The Mental Health Foundation found that 44 per cent of people had in fact experienced discrimination by their own GP. The reasons for this were that young people felt their GPs were overly controlling, dismissive of accounting their emotional problems and had an extreme desire to medicate. Many patients feel that medical professionals aren’t always educated or trained in how to deal with the situations which make it more difficult for patients to seek treatment. Often patients don’t feel they receive the care or attention they deserve.

The extent and severity to which patients feel like they have not received the care they wished or where professionals have exacerbated the stigma can vary. A Guardian article showed the case of 25-year-old Rebecca David who had been using mental health facilities since her days as a teenager as she suffered from depression and anxiety. She claimed that “Many times it just felt like box-ticking… it didn’t feel like [doctors] were really listening.” Despite claims that doctors and nurses are overworked, this doesn’t justify their neglect towards vulnerable patients and taking the time to listening to what they have to say. It can be very courageous for an individual to speak to a professional and if they then feel that this has been shut down, it is undeniably going to significantly impact their chances of seeking help again in the future.

Aside from incidences where patients have felt like they’re being ignored, there have been several noted cases where it is believed that GPs and other medical professionals could have further triggered the illness of their patients. This is an extremely detrimental problem. For example, a documentary on BBC One called “#welshteens: My Pretty Body” highlighted how Abigail was diagnosed with anorexia nervosa and depression at the age of 9. However, when her mother took her to see the doctor, she was told that she couldn’t receive any further treatment because her BMI wasn’t low enough. Considering Abigail also suffered from an eating disorder at the time, is the GP triggering her illness? In the interview, Abigail outlined how whilst suffering, she believed she needed to lose weight. Hence, that was essentially what at the time she wanted to hear.

It is crucial that research and resources are funded to raise awareness amongst medical staff and professionals in ensuring they provide the best care that is needed. Alan Hollinghurst, a former headteacher and a user of mental health services argued that a few minor changes to the system would help victims to get treated correctly and in the long term this could have strong and positive impacts.

In addition to this, The YoungMinds Survey recommended strategic methods for improvement in reducing the stigma that young people who have mental health issues face. They proposed professional training for all who work with children and young people—teachers, nurses, youth workers, GPs, and A&E workers. The proposed training consisted of how children and adolescents develop psychologically, mental health awareness and the damaging role that stigma plays in the lives of young people’s self esteem and their ability get further help and support. They also emphasised that this training needs to be done on a regular basis, as our knowledge and understanding of mental health and the psychological well being of children and young people is constantly progressing.

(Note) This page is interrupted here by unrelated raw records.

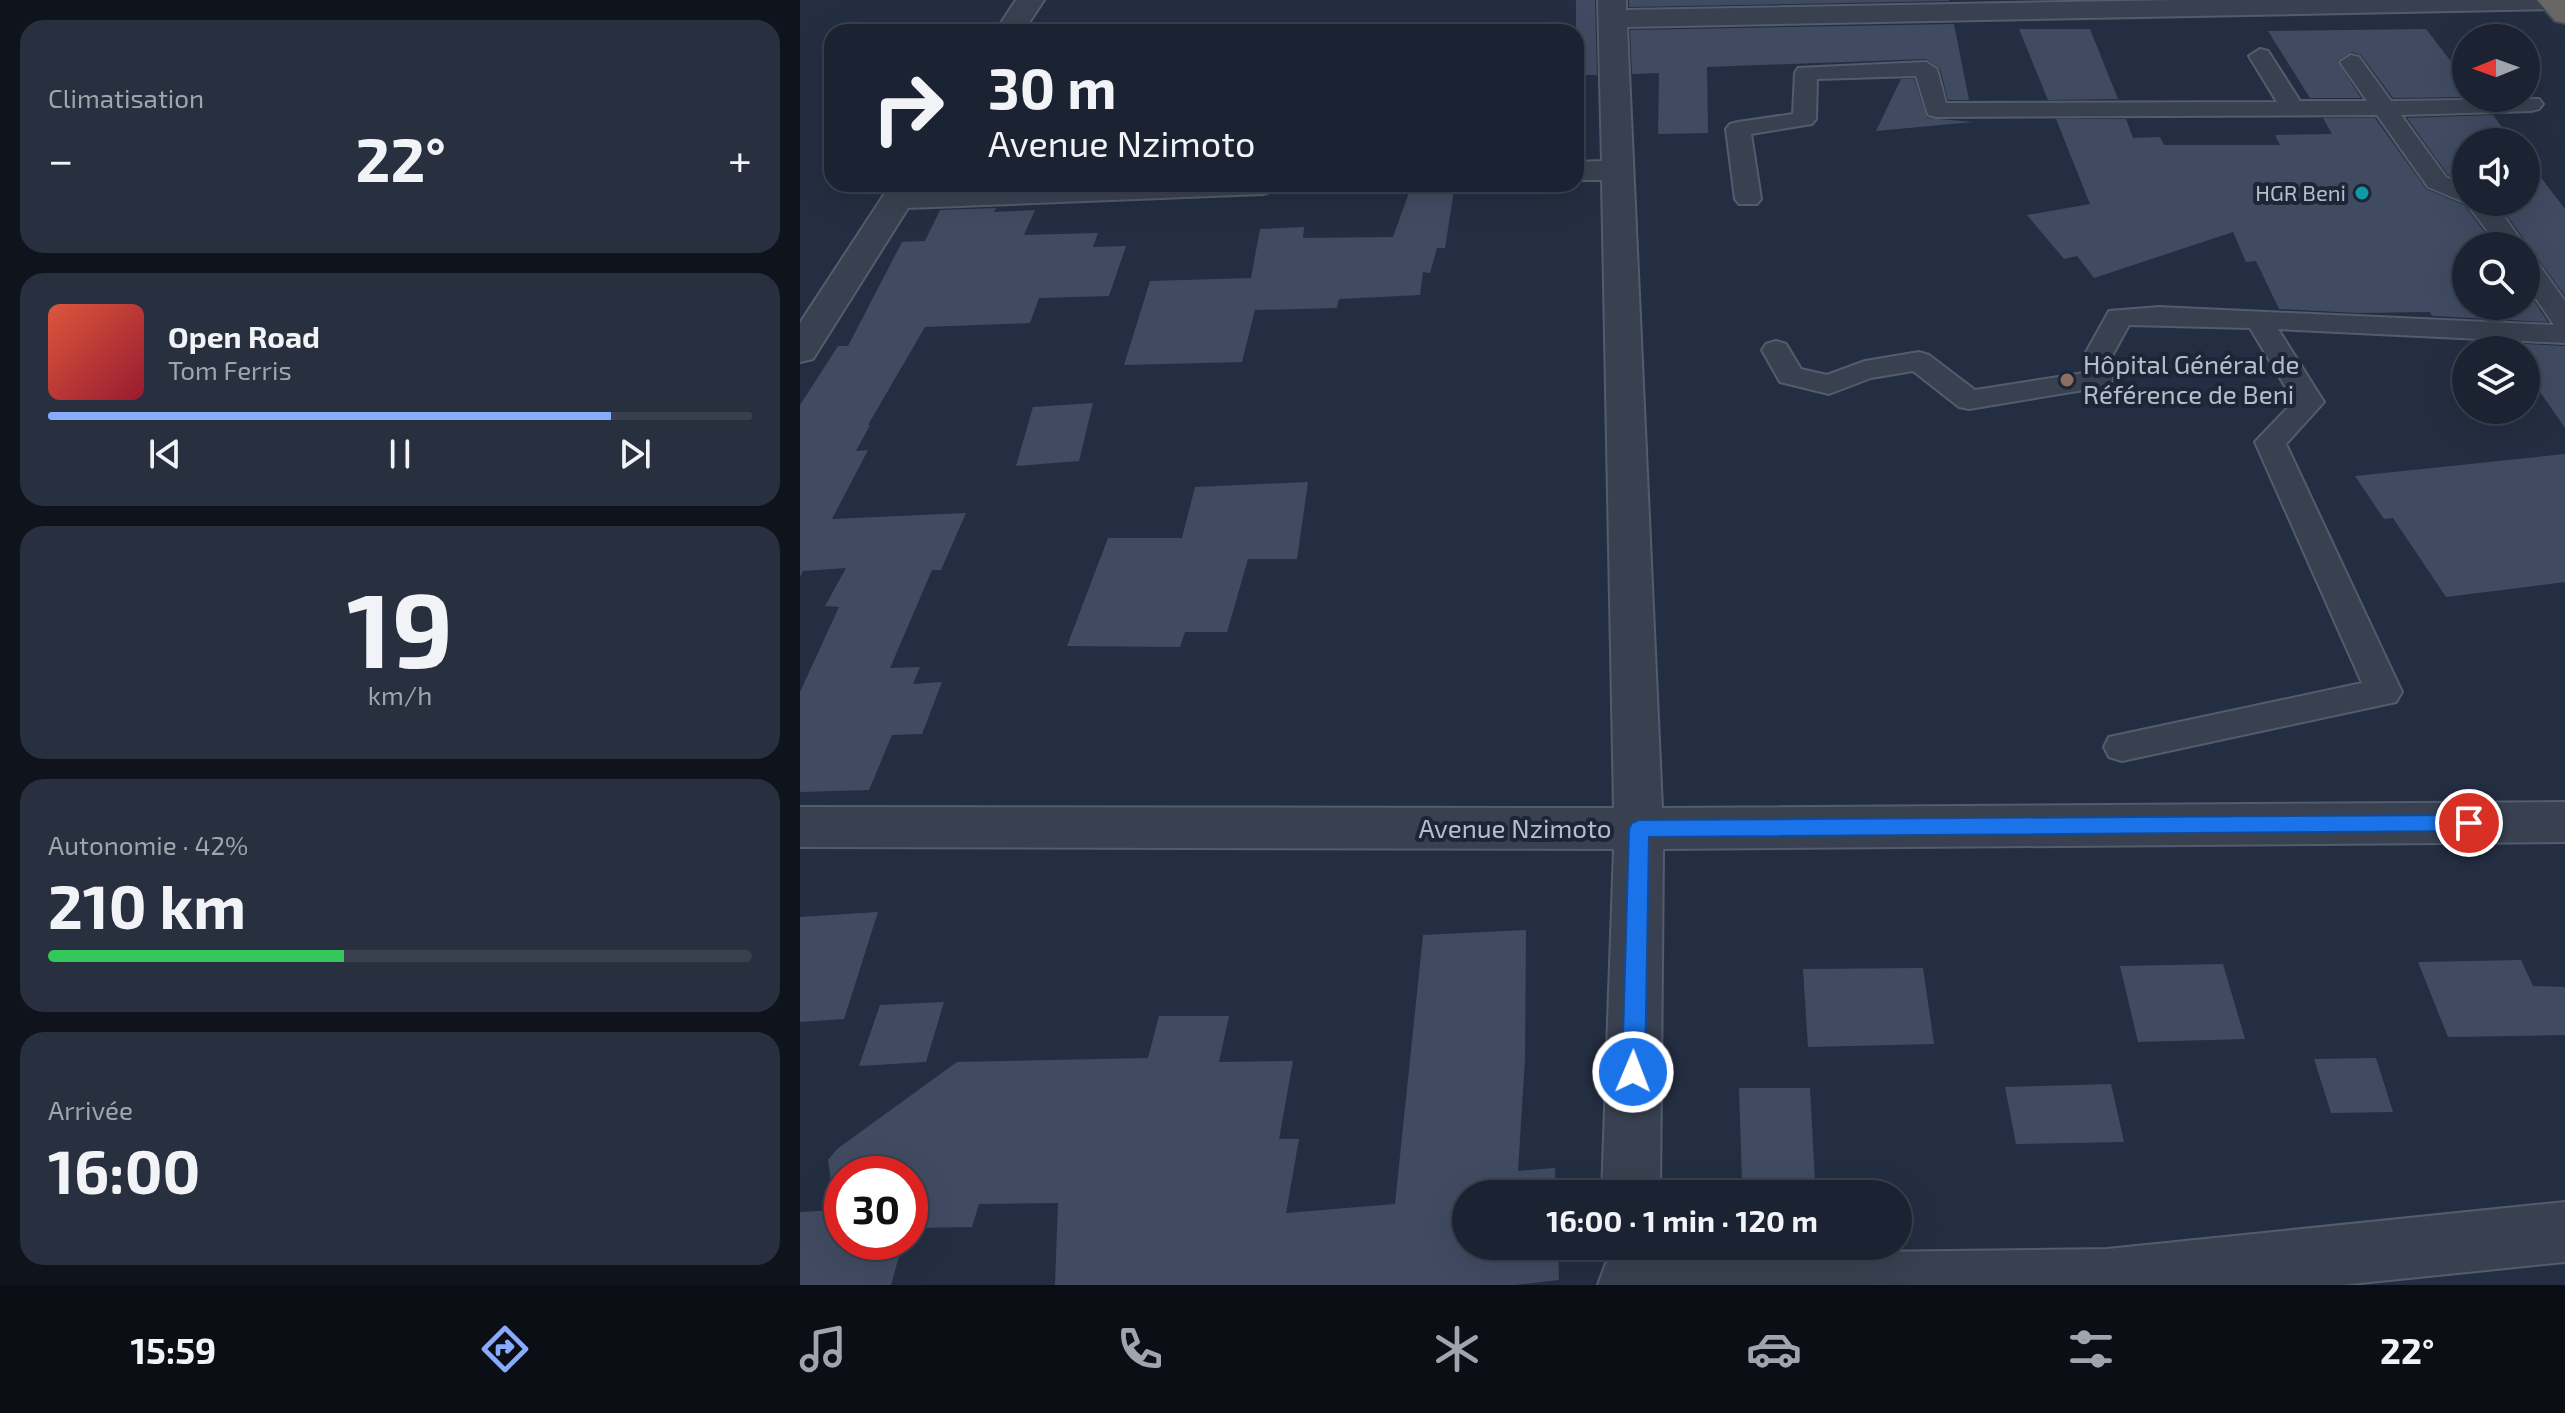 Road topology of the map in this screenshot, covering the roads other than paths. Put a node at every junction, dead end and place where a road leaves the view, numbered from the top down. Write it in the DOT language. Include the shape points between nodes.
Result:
graph roads {
  1 [pos="1030,0"];
  2 [pos="2552,0"];
  3 [pos="1978,6"];
  4 [pos="1613,10"];
  5 [pos="2565,15"];
  6 [pos="1014,24"];
  7 [pos="2260,56"];
  8 [pos="2351,62"];
  9 [pos="2452,106"];
  10 [pos="2293,108"];
  11 [pos="2386,108"];
  12 [pos="1618,170"];
  13 [pos="1584,171"];
  14 [pos="2452,189"];
  15 [pos="901,192"];
  16 [pos="1748,199"];
  17 [pos="2540,285"];
  18 [pos="2259,320"];
  19 [pos="2565,321"];
  20 [pos="2565,334"];
  21 [pos="1776,350"];
  22 [pos="800,351"];
  23 [pos="2122,747"];
  24 [pos="2565,822"];
  25 [pos="800,827"];
  26 [pos="1639,829"];
  27 [pos="1631,1180"];
  28 [pos="2565,1232"];
  29 [pos="1629,1260"];
  30 [pos="2108,1282"];
  31 [pos="1628,1285"];
  1 -- 6 [label="street"];
  2 -- 3 [label="street"];
  2 -- 5 [label="highway"];
  3 -- 4 [label="street"];
  4 -- 12 [label="street"];
  7 -- 10 [label="lane"];
  8 -- 11 [label="lane"];
  9 -- 11 [label="lane"];
  10 -- 11 [label="lane"];
  10 -- 16 [label="lane" via="1936,110 1926,69 1806,73 1804,119 1738,129"];
  11 -- 14 [label="lane" via="2437,182"];
  12 -- 13 [label="street"];
  12 -- 26 [label="street"];
  15 -- 22 [label="street"];
  17 -- 19 [label="lane"];
  18 -- 20 [label="lane"];
  18 -- 21 [label="lane" via="2119,317 2098,356 2098,380 1969,400 1919,361 1865,370 1829,385 1790,376"];
  18 -- 23 [label="lane" via="2309,402 2270,442 2384,692"];
  24 -- 26 [label="street, Avenue Nzimoto"];
  25 -- 26 [label="street, Avenue Nzimoto"];
  26 -- 27 [label="street"];
  28 -- 30 [label="street"];
  29 -- 31 [label="street"];
  30 -- 31 [label="street"];
}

To prevent stigma towards mental health, not only is education and changing attitudes fundamental but also cost effective services need to be provided to all mental health services. YoungMinds is working with other childcare professionals to improve mental health services and increase the accessibility people have towards them. They are ensuring that patients aren’t neglected within the system to receive treatment and help for physical and mental health symptoms. With such implementations and raising awareness of the problem, there is hope that the stigma towards mental health will be reduced by all those who work with children and young people. Also there is hope that mental health will be viewed as just as important as physical health.